* Stored data entries:
==============================

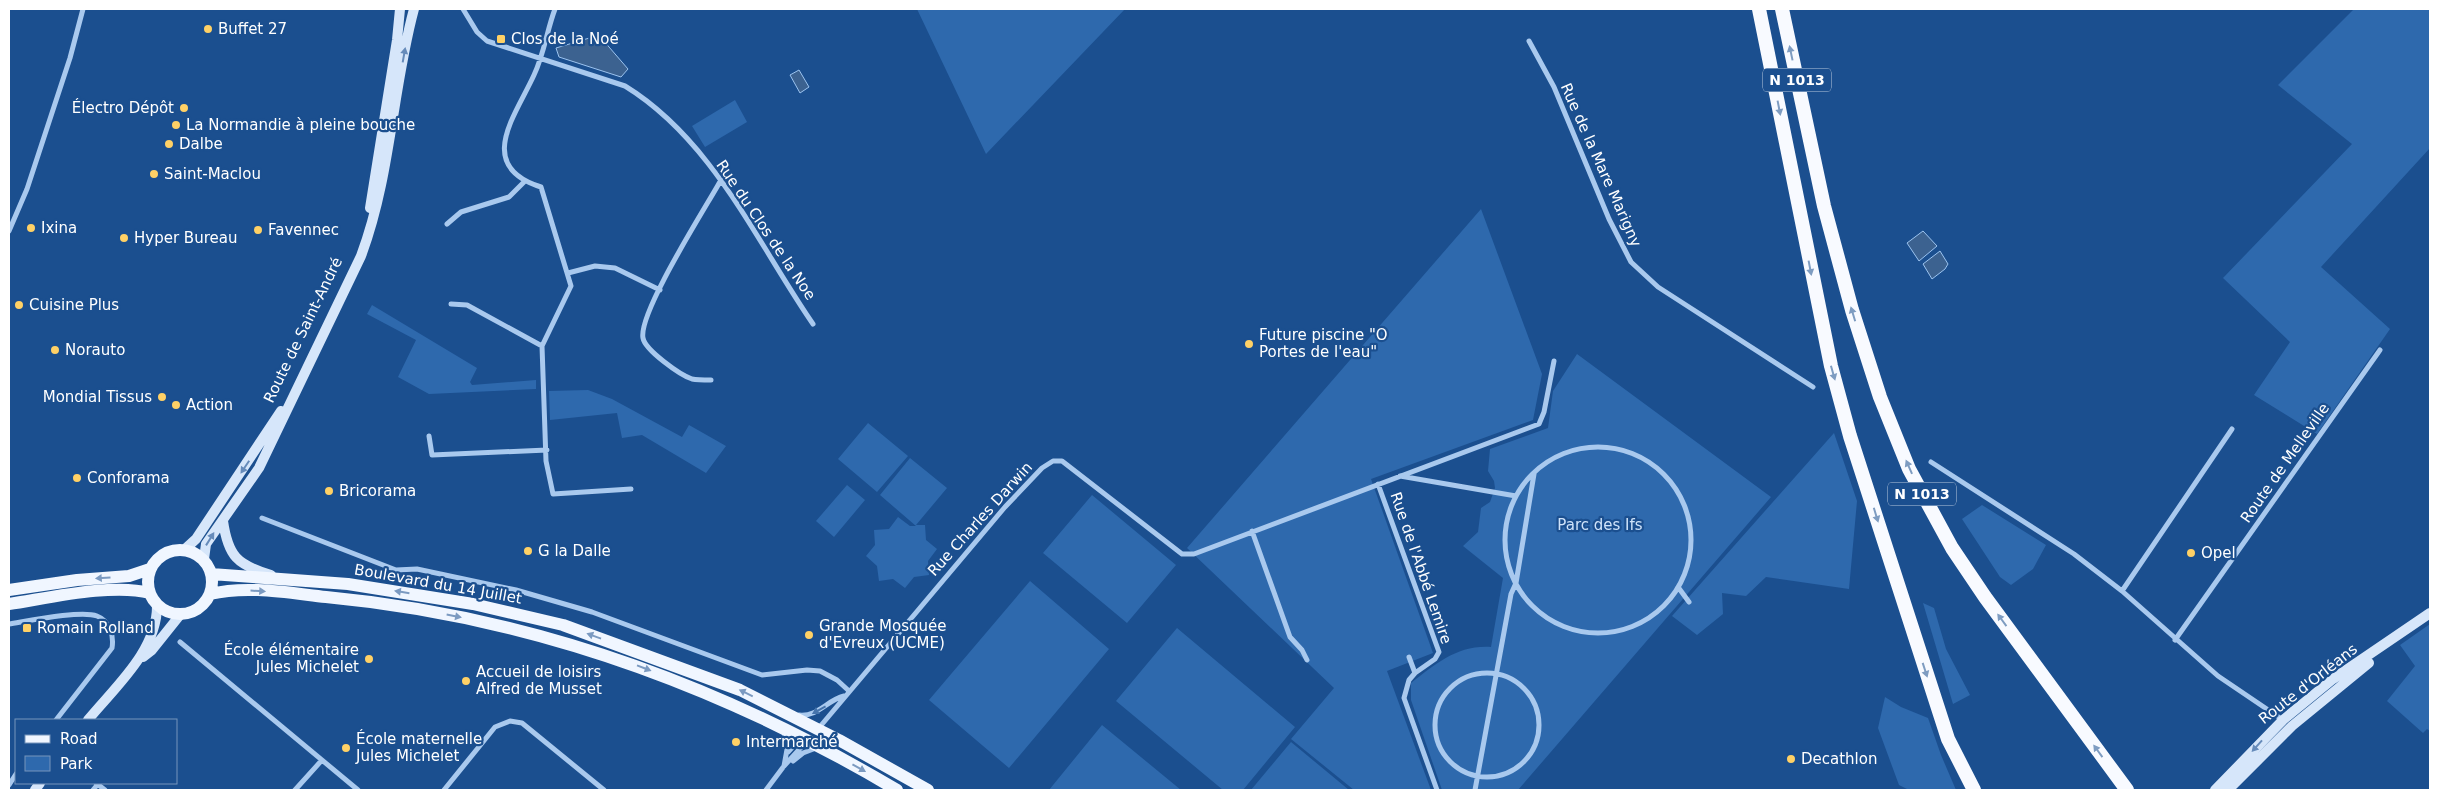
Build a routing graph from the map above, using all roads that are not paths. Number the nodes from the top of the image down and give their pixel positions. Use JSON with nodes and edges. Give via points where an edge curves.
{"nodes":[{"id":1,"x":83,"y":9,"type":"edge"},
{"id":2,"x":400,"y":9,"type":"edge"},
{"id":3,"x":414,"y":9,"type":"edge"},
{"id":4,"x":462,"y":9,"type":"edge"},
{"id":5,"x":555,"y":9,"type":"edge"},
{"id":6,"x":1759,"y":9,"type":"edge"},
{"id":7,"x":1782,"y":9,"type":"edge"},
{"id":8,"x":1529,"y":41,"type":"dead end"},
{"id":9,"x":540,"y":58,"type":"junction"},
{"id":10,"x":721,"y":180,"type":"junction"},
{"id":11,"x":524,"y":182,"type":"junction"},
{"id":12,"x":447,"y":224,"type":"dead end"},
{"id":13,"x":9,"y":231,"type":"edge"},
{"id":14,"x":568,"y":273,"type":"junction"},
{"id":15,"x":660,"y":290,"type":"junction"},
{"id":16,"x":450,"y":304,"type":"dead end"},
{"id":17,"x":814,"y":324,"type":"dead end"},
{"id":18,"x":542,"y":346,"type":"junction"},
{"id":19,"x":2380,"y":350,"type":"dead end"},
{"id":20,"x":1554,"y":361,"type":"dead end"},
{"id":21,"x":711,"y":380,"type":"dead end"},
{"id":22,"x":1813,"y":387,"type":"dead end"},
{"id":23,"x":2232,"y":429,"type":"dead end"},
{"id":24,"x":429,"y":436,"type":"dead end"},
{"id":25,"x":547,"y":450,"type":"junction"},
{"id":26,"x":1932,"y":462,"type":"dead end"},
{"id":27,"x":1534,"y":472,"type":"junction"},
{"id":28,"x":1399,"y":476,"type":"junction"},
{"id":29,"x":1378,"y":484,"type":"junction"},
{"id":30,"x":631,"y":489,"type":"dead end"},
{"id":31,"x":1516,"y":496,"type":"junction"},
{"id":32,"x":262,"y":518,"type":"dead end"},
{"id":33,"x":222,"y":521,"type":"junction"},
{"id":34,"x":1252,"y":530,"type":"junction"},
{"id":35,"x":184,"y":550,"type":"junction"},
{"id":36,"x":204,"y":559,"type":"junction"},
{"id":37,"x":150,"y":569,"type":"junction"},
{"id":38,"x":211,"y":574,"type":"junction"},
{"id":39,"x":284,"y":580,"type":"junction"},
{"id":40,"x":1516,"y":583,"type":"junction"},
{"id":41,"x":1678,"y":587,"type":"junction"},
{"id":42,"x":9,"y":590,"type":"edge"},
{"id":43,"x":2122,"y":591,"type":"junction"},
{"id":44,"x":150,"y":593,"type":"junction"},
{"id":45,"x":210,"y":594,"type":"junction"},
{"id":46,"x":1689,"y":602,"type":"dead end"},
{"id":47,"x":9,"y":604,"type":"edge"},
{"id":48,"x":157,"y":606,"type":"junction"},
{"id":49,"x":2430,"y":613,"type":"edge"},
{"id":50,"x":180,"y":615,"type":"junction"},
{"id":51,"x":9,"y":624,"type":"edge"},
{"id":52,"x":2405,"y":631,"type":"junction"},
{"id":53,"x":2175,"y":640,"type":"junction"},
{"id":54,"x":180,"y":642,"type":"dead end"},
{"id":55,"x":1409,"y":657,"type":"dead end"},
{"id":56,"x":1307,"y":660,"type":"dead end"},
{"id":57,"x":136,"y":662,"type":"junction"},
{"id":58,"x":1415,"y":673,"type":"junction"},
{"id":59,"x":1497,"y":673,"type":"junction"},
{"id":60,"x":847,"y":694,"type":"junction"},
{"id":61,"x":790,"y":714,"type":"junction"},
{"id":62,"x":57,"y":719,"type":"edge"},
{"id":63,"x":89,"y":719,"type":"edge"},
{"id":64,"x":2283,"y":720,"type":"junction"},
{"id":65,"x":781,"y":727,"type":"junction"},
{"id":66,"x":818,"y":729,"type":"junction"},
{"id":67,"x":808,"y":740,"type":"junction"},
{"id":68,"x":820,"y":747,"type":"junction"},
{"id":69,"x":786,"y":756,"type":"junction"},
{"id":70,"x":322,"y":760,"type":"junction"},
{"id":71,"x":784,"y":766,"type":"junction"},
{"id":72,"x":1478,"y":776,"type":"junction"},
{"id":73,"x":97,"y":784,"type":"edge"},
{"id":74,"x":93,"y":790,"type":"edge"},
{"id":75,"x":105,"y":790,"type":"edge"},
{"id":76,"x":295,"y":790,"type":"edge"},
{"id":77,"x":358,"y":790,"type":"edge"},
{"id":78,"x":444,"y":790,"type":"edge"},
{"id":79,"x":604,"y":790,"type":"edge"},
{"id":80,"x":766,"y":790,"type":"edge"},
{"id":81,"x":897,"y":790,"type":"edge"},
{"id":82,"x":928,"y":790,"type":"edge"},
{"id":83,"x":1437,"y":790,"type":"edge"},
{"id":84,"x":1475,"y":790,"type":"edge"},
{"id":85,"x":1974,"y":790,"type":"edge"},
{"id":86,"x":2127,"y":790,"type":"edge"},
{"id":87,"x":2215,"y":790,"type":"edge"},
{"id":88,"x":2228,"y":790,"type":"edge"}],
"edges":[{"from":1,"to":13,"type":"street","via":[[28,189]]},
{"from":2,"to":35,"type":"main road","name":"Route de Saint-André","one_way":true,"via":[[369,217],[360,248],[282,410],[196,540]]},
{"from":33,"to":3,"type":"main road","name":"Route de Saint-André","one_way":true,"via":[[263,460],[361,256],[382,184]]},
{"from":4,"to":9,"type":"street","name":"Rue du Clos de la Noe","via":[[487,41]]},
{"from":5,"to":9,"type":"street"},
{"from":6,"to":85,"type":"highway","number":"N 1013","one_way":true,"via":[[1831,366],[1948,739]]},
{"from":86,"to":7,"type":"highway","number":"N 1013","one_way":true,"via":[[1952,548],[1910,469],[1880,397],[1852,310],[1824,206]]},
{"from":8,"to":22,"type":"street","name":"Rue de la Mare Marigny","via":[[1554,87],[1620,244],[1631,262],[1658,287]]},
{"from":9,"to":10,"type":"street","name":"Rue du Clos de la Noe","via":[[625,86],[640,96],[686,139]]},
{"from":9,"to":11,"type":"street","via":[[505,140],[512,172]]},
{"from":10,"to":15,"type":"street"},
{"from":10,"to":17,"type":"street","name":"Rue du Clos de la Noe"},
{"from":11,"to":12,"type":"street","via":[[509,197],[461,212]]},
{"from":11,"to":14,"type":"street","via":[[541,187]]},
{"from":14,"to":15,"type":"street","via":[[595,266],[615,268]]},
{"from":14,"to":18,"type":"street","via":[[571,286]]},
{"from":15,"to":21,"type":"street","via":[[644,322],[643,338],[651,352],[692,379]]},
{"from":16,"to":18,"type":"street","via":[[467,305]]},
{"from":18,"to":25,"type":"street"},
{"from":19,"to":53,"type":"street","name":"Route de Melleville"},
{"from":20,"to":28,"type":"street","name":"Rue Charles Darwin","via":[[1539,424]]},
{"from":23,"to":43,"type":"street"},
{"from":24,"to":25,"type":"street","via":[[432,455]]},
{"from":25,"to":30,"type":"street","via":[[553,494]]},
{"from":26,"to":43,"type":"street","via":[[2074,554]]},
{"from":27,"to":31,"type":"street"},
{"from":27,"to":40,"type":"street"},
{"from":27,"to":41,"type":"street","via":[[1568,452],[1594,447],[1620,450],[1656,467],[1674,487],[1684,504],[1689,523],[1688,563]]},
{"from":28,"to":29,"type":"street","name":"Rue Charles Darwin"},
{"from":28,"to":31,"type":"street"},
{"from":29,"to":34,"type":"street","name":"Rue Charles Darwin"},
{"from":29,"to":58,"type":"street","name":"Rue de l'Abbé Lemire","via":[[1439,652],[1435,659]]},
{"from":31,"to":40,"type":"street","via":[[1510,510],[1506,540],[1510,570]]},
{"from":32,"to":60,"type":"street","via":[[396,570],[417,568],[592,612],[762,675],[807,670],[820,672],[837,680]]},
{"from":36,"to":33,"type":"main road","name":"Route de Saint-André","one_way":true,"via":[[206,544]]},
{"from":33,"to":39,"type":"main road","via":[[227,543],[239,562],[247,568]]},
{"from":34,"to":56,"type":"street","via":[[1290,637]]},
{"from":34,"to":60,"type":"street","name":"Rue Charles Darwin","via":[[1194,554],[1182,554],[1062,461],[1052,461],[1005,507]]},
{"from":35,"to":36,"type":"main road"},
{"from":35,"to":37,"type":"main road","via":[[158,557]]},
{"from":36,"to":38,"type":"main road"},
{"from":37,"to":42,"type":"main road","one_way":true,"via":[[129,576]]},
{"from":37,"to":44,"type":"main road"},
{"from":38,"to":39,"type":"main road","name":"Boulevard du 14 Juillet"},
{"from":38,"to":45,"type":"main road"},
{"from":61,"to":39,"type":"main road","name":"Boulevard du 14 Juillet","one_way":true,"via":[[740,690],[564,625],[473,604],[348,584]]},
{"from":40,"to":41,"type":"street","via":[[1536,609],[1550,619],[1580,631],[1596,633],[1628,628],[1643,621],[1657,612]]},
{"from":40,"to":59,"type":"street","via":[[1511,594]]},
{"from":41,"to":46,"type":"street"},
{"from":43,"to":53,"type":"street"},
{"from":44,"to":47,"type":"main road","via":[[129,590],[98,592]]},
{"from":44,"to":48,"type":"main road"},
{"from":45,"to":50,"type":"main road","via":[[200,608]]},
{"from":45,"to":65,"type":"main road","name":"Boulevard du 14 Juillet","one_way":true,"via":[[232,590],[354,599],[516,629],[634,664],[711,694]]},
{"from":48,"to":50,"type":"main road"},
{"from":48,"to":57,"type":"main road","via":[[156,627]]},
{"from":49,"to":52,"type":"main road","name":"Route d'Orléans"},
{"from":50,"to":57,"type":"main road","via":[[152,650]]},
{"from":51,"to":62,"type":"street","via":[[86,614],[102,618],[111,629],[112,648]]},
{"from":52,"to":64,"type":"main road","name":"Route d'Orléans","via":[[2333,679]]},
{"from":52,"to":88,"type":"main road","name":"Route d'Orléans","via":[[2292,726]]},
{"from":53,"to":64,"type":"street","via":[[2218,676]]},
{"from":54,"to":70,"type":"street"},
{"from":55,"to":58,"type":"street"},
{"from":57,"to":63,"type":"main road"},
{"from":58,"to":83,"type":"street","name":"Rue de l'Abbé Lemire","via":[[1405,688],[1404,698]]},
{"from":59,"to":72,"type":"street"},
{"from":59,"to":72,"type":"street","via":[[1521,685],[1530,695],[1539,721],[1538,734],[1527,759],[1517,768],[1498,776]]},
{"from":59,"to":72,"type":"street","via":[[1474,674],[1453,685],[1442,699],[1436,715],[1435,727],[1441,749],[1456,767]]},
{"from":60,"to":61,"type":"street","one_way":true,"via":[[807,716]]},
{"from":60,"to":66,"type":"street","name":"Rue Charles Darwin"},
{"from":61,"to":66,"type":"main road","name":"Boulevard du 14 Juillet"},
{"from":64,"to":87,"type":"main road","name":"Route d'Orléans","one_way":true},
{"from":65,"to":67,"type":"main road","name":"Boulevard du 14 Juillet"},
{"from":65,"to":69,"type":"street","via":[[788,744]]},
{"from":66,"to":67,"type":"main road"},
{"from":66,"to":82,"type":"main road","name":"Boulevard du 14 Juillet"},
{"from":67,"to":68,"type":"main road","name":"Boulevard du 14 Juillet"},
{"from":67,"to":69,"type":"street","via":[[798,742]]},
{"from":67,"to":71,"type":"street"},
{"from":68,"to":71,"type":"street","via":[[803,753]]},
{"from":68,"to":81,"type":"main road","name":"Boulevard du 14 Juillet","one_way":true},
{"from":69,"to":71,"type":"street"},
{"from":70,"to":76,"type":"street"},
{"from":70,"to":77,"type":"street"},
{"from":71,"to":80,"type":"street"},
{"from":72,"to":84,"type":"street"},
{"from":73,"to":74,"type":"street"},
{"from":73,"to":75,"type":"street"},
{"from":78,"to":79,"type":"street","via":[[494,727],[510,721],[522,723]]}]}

==============================

* What needs to be done: Say only the number of lines of the data above in which the string "Clos" occurs.

* Result for this exercise: 3